There’s call from Natasha and I decided to finally answer it. I told her I might come back next month and receive the proper treatment. I was lost in my thoughts when I got a call from Irem who told me Hisam was going to Morocco for his research and asked me if I was interested in joining him since it’d help me with my new book.
I readily agreed to the opportunity and asked Irem about the further details as she was also going for her photography project.
In three days, we departed for Morocco and arrived at Blue Oasis of Morocco, Chefchaouen.
As we drove to Hisam’s friend house, I told myself that this would be the last time I was going to look for Dylan.
Amira was 22 weeks months along, so Irem and I helped her dinner in the kitchen and clean the place afterwards.
The rooftop terrace gave a beautiful view of the entire city.

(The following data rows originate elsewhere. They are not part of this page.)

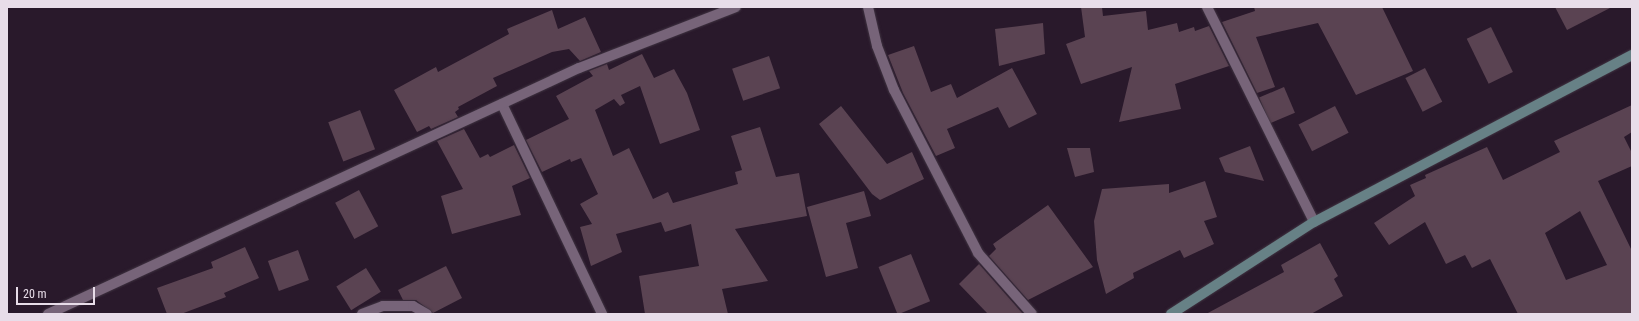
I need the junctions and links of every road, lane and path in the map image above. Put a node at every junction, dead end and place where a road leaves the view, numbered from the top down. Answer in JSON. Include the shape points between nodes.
{"nodes":[{"id":1,"x":736,"y":7,"type":"edge"},
{"id":2,"x":868,"y":7,"type":"edge"},
{"id":3,"x":1207,"y":7,"type":"edge"},
{"id":4,"x":1632,"y":55,"type":"edge"},
{"id":5,"x":502,"y":104,"type":"junction"},
{"id":6,"x":1314,"y":222,"type":"junction"},
{"id":7,"x":48,"y":314,"type":"edge"},
{"id":8,"x":362,"y":314,"type":"edge"},
{"id":9,"x":427,"y":314,"type":"edge"},
{"id":10,"x":602,"y":314,"type":"edge"},
{"id":11,"x":1032,"y":314,"type":"edge"},
{"id":12,"x":1171,"y":314,"type":"edge"}],
"edges":[{"from":1,"to":5,"type":"street","via":[[579,68]]},
{"from":2,"to":11,"type":"street","via":[[877,46],[894,90],[978,253]]},
{"from":3,"to":6,"type":"street"},
{"from":4,"to":6,"type":"street"},
{"from":5,"to":7,"type":"street"},
{"from":5,"to":10,"type":"street"},
{"from":6,"to":12,"type":"street"},
{"from":8,"to":9,"type":"street","via":[[382,306],[413,306]]}]}
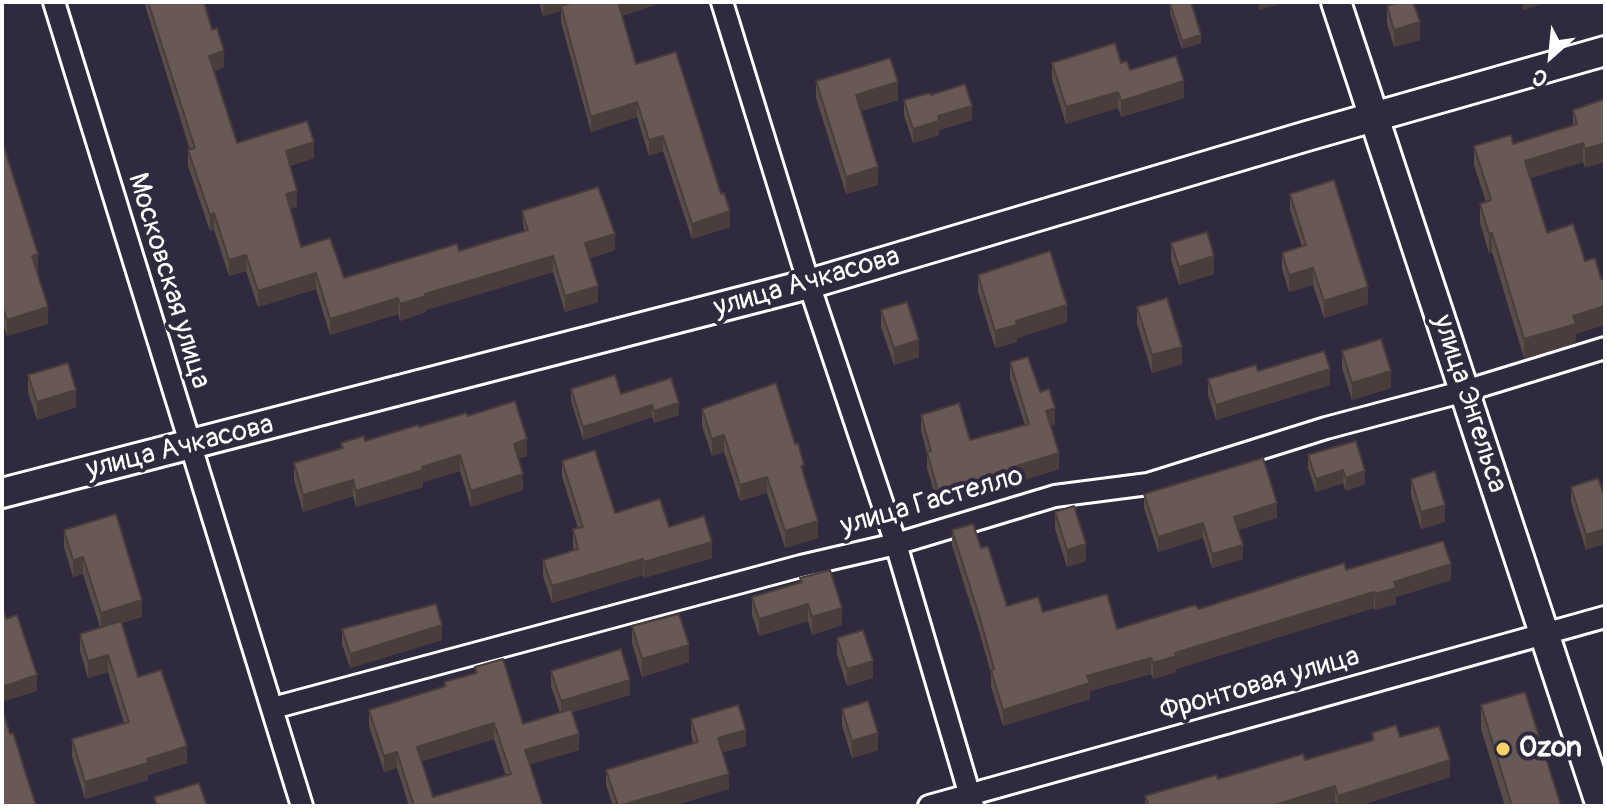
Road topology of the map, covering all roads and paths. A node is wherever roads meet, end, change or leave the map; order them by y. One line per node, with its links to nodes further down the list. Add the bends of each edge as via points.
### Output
1 (54, 2): 9 (street, Московская улица)
2 (722, 2): 6 (street)
3 (1336, 2): 5 (street, улица Энгельса)
4 (1605, 51): 5 (street, улица Ачкасова)
5 (1373, 117): 6 (street, улица Ачкасова); 8 (street, улица Энгельса)
6 (809, 284): 9 (street, улица Ачкасова); 11 (street)
7 (1605, 348): 8 (street, улица Гастелло)
8 (1465, 391): 11 (street, улица Гастелло, via 1148,484 1055,496); 13 (street, улица Энгельса)
9 (190, 446): 10 (street, улица Ачкасова); 14 (street, Московская улица)
10 (2, 493)
11 (896, 544): 14 (street, улица Гастелло); 15 (street)
12 (1605, 617): 13 (street, Фронтовая улица)
13 (1545, 634): 15 (street, Фронтовая улица); 18 (street, улица Энгельса)
14 (273, 708): 16 (street, Московская улица)
15 (972, 801): 17 (street, Фронтовая улица)
16 (302, 806)
17 (929, 806)
18 (1601, 806)

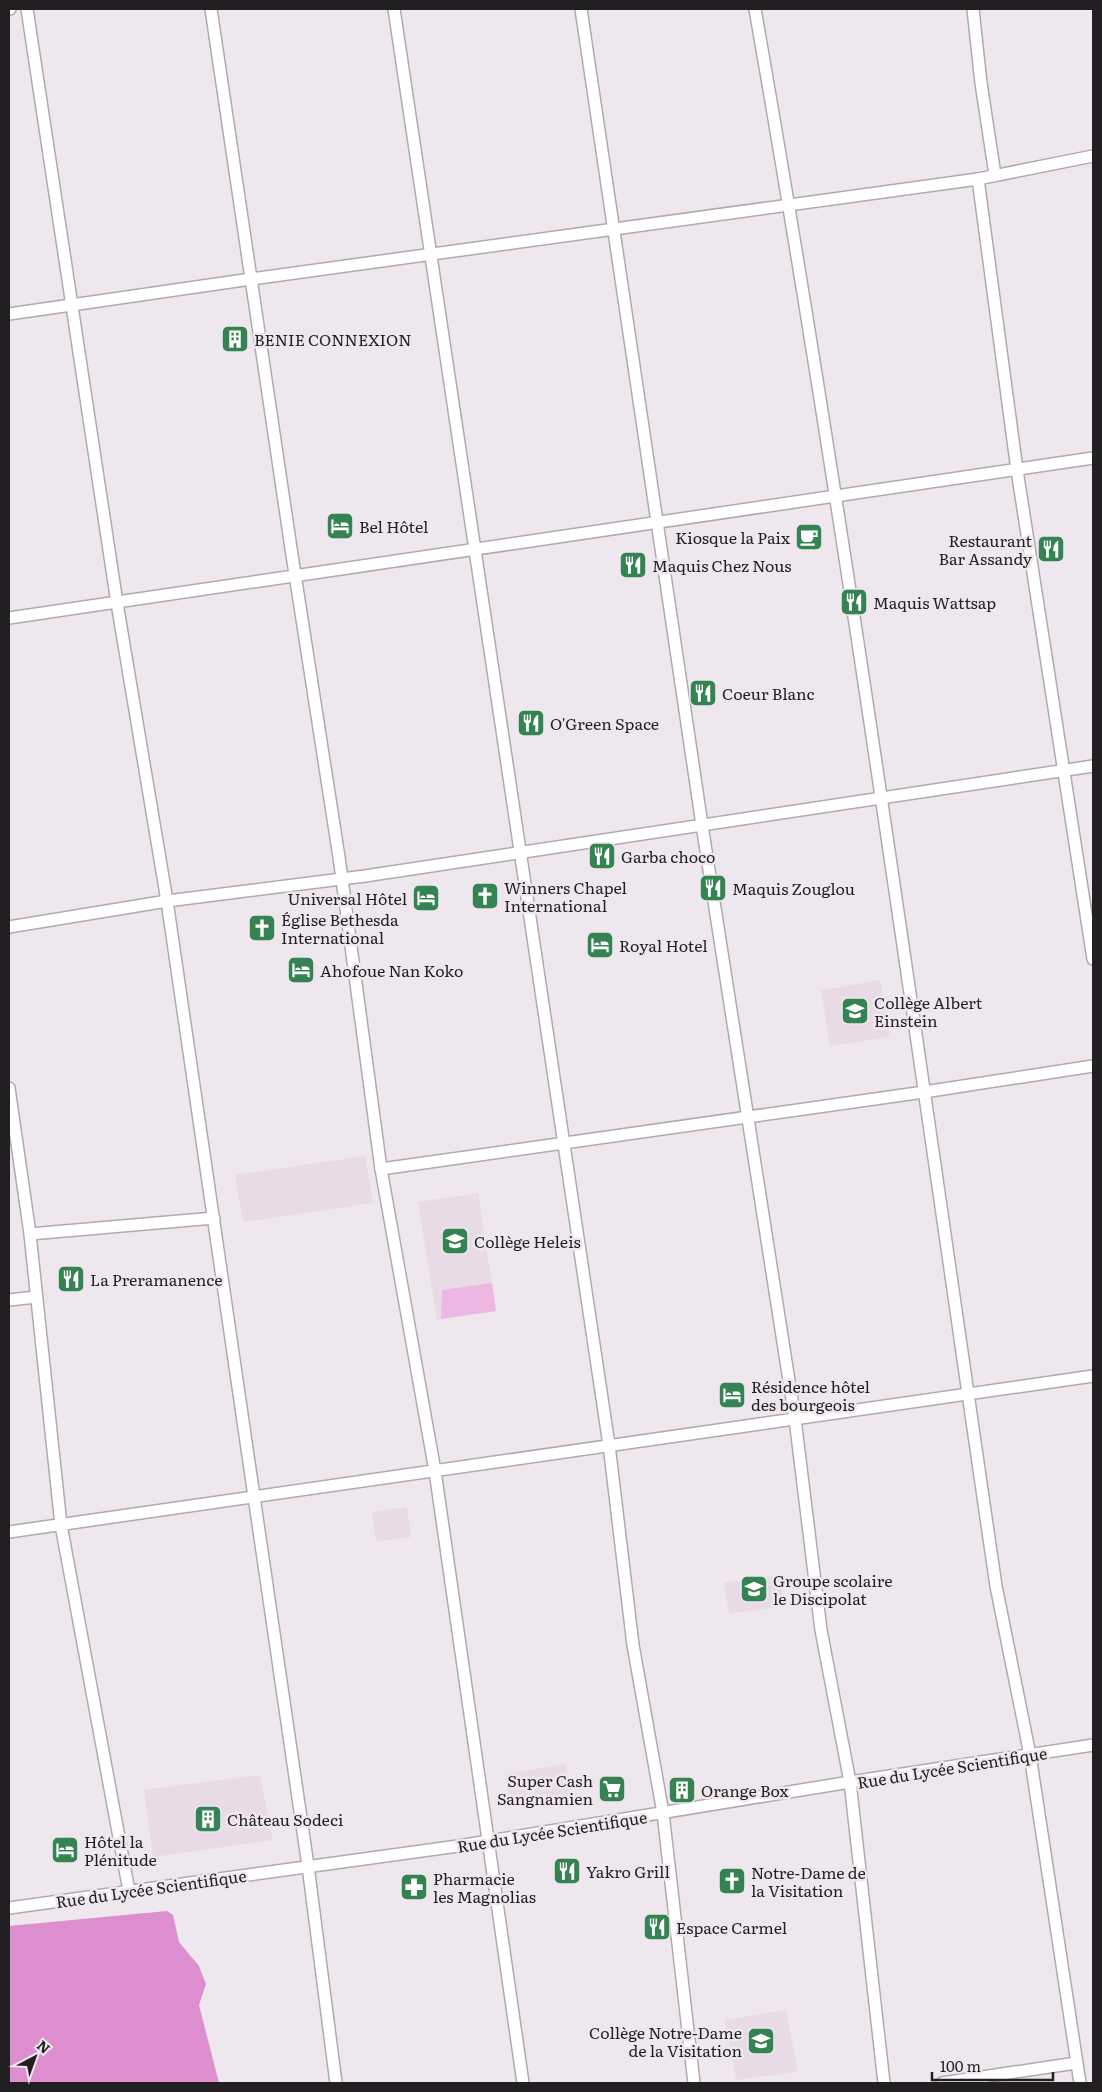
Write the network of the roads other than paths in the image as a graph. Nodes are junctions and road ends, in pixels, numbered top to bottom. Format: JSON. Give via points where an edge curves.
{"nodes":[{"id":1,"x":28,"y":9,"type":"edge"},
{"id":2,"x":211,"y":9,"type":"edge"},
{"id":3,"x":394,"y":9,"type":"edge"},
{"id":4,"x":581,"y":9,"type":"edge"},
{"id":5,"x":755,"y":9,"type":"edge"},
{"id":6,"x":973,"y":9,"type":"edge"},
{"id":7,"x":1093,"y":156,"type":"edge"},
{"id":8,"x":996,"y":175,"type":"junction"},
{"id":9,"x":978,"y":180,"type":"junction"},
{"id":10,"x":790,"y":206,"type":"junction"},
{"id":11,"x":614,"y":231,"type":"junction"},
{"id":12,"x":431,"y":255,"type":"junction"},
{"id":13,"x":251,"y":279,"type":"junction"},
{"id":14,"x":72,"y":304,"type":"junction"},
{"id":15,"x":9,"y":314,"type":"edge"},
{"id":16,"x":1093,"y":458,"type":"edge"},
{"id":17,"x":1017,"y":470,"type":"junction"},
{"id":18,"x":836,"y":497,"type":"junction"},
{"id":19,"x":657,"y":522,"type":"junction"},
{"id":20,"x":476,"y":550,"type":"junction"},
{"id":21,"x":296,"y":577,"type":"junction"},
{"id":22,"x":117,"y":603,"type":"junction"},
{"id":23,"x":9,"y":618,"type":"edge"},
{"id":24,"x":1093,"y":766,"type":"edge"},
{"id":25,"x":1064,"y":770,"type":"junction"},
{"id":26,"x":880,"y":797,"type":"junction"},
{"id":27,"x":702,"y":825,"type":"junction"},
{"id":28,"x":520,"y":852,"type":"junction"},
{"id":29,"x":342,"y":878,"type":"junction"},
{"id":30,"x":167,"y":901,"type":"junction"},
{"id":31,"x":9,"y":927,"type":"edge"},
{"id":32,"x":1093,"y":959,"type":"edge"},
{"id":33,"x":1093,"y":1066,"type":"edge"},
{"id":34,"x":9,"y":1088,"type":"edge"},
{"id":35,"x":924,"y":1092,"type":"junction"},
{"id":36,"x":748,"y":1118,"type":"junction"},
{"id":37,"x":564,"y":1144,"type":"junction"},
{"id":38,"x":381,"y":1169,"type":"junction"},
{"id":39,"x":214,"y":1218,"type":"junction"},
{"id":40,"x":30,"y":1234,"type":"junction"},
{"id":41,"x":36,"y":1297,"type":"junction"},
{"id":42,"x":9,"y":1300,"type":"edge"},
{"id":43,"x":1093,"y":1376,"type":"edge"},
{"id":44,"x":968,"y":1394,"type":"junction"},
{"id":45,"x":795,"y":1419,"type":"junction"},
{"id":46,"x":609,"y":1446,"type":"junction"},
{"id":47,"x":435,"y":1471,"type":"junction"},
{"id":48,"x":254,"y":1497,"type":"junction"},
{"id":49,"x":61,"y":1525,"type":"junction"},
{"id":50,"x":9,"y":1532,"type":"edge"},
{"id":51,"x":1093,"y":1745,"type":"edge"},
{"id":52,"x":1030,"y":1756,"type":"junction"},
{"id":53,"x":850,"y":1782,"type":"junction"},
{"id":54,"x":663,"y":1813,"type":"junction"},
{"id":55,"x":487,"y":1842,"type":"junction"},
{"id":56,"x":308,"y":1866,"type":"junction"},
{"id":57,"x":129,"y":1891,"type":"junction"},
{"id":58,"x":9,"y":1908,"type":"edge"},
{"id":59,"x":1076,"y":2063,"type":"junction"},
{"id":60,"x":336,"y":2083,"type":"edge"},
{"id":61,"x":523,"y":2083,"type":"edge"},
{"id":62,"x":694,"y":2083,"type":"edge"},
{"id":63,"x":884,"y":2083,"type":"edge"},
{"id":64,"x":942,"y":2083,"type":"edge"},
{"id":65,"x":1080,"y":2083,"type":"edge"}],
"edges":[{"from":1,"to":14,"type":"street"},
{"from":2,"to":13,"type":"street"},
{"from":3,"to":12,"type":"street"},
{"from":4,"to":11,"type":"street"},
{"from":5,"to":10,"type":"street"},
{"from":6,"to":8,"type":"street"},
{"from":7,"to":8,"type":"street"},
{"from":8,"to":9,"type":"street"},
{"from":9,"to":10,"type":"street"},
{"from":9,"to":17,"type":"street"},
{"from":10,"to":11,"type":"street"},
{"from":10,"to":18,"type":"street"},
{"from":11,"to":12,"type":"street"},
{"from":11,"to":19,"type":"street"},
{"from":12,"to":13,"type":"street"},
{"from":12,"to":20,"type":"street"},
{"from":13,"to":14,"type":"street"},
{"from":13,"to":21,"type":"street"},
{"from":14,"to":15,"type":"street"},
{"from":14,"to":22,"type":"street"},
{"from":16,"to":17,"type":"street"},
{"from":17,"to":18,"type":"street"},
{"from":17,"to":25,"type":"street"},
{"from":18,"to":19,"type":"street"},
{"from":18,"to":26,"type":"street"},
{"from":19,"to":20,"type":"street"},
{"from":19,"to":27,"type":"street"},
{"from":20,"to":21,"type":"street"},
{"from":20,"to":28,"type":"street"},
{"from":21,"to":22,"type":"street"},
{"from":21,"to":29,"type":"street"},
{"from":22,"to":23,"type":"street"},
{"from":22,"to":30,"type":"street"},
{"from":24,"to":25,"type":"street"},
{"from":25,"to":26,"type":"street"},
{"from":25,"to":32,"type":"street"},
{"from":26,"to":27,"type":"street"},
{"from":26,"to":35,"type":"street"},
{"from":27,"to":28,"type":"street"},
{"from":27,"to":36,"type":"street"},
{"from":28,"to":29,"type":"street"},
{"from":28,"to":37,"type":"street"},
{"from":29,"to":30,"type":"street"},
{"from":29,"to":38,"type":"street"},
{"from":30,"to":31,"type":"street"},
{"from":30,"to":39,"type":"street"},
{"from":33,"to":35,"type":"street"},
{"from":34,"to":40,"type":"street"},
{"from":35,"to":36,"type":"street"},
{"from":35,"to":44,"type":"street"},
{"from":36,"to":37,"type":"street"},
{"from":36,"to":45,"type":"street"},
{"from":37,"to":38,"type":"street"},
{"from":37,"to":46,"type":"street"},
{"from":38,"to":47,"type":"street"},
{"from":39,"to":40,"type":"street"},
{"from":39,"to":48,"type":"street"},
{"from":40,"to":41,"type":"street"},
{"from":41,"to":42,"type":"street"},
{"from":41,"to":49,"type":"street"},
{"from":43,"to":44,"type":"street"},
{"from":44,"to":45,"type":"street"},
{"from":44,"to":52,"type":"street","via":[[996,1586]]},
{"from":45,"to":46,"type":"street"},
{"from":45,"to":53,"type":"street","via":[[821,1630]]},
{"from":46,"to":47,"type":"street"},
{"from":46,"to":54,"type":"street","via":[[633,1644]]},
{"from":47,"to":48,"type":"street"},
{"from":47,"to":55,"type":"street"},
{"from":48,"to":49,"type":"street"},
{"from":48,"to":56,"type":"street"},
{"from":49,"to":50,"type":"street"},
{"from":49,"to":57,"type":"street"},
{"from":51,"to":52,"type":"street","name":"Rue du Lycée Scientifique"},
{"from":52,"to":53,"type":"street","name":"Rue du Lycée Scientifique"},
{"from":52,"to":59,"type":"street"},
{"from":53,"to":54,"type":"street","name":"Rue du Lycée Scientifique"},
{"from":53,"to":63,"type":"street"},
{"from":54,"to":55,"type":"street","name":"Rue du Lycée Scientifique"},
{"from":54,"to":62,"type":"street"},
{"from":55,"to":56,"type":"street","name":"Rue du Lycée Scientifique"},
{"from":55,"to":61,"type":"street"},
{"from":56,"to":57,"type":"street","name":"Rue du Lycée Scientifique"},
{"from":56,"to":60,"type":"street"},
{"from":57,"to":58,"type":"street","name":"Rue du Lycée Scientifique"},
{"from":59,"to":64,"type":"street"},
{"from":59,"to":65,"type":"street"}]}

After the breakfast in the morning, I went to the terrace and leaned over the wall to see the view when Amira joined me.
“It’s peaceful, isn’t it?” She asked sitting down on a chair and I nodded in reply. “Karim and I have never thought that we would settle down here and start our family.”
“It is indeed peaceful here.” “Are you seeing someone?” Her question caught me off guard.
“Hallucinations?
She let out an amused laughter and said, “Not that. I am talking about being with someone.” I flushed in embarrassment. Since when did I become this unhinged?
I told her that I wasn’t currently seeing anyone and didn’t want to be tied down to one place.
“I feel I don’t belong anywhere.” This constant feeling of self-exile, and being displaced even at a right place is a burden. I had a house, and family but not a sense of belonging. I had never been at home. In the end, I didn’t know what a home was.
“Home is a feeling, rather a place. You will belong to a place when you find home in yourself.” Amira answered, and I realized that she wasn’t wrong about it.
“Do you also think there’s a third being that mysteriously guides us?” I asked her.
“I do”, she replied. “In Islamic account, it’s believed that Khidr resides in waters and guides those who seek the truth. He had appeared before Moses and imparted the knowledge of Al-Ghaib to him.”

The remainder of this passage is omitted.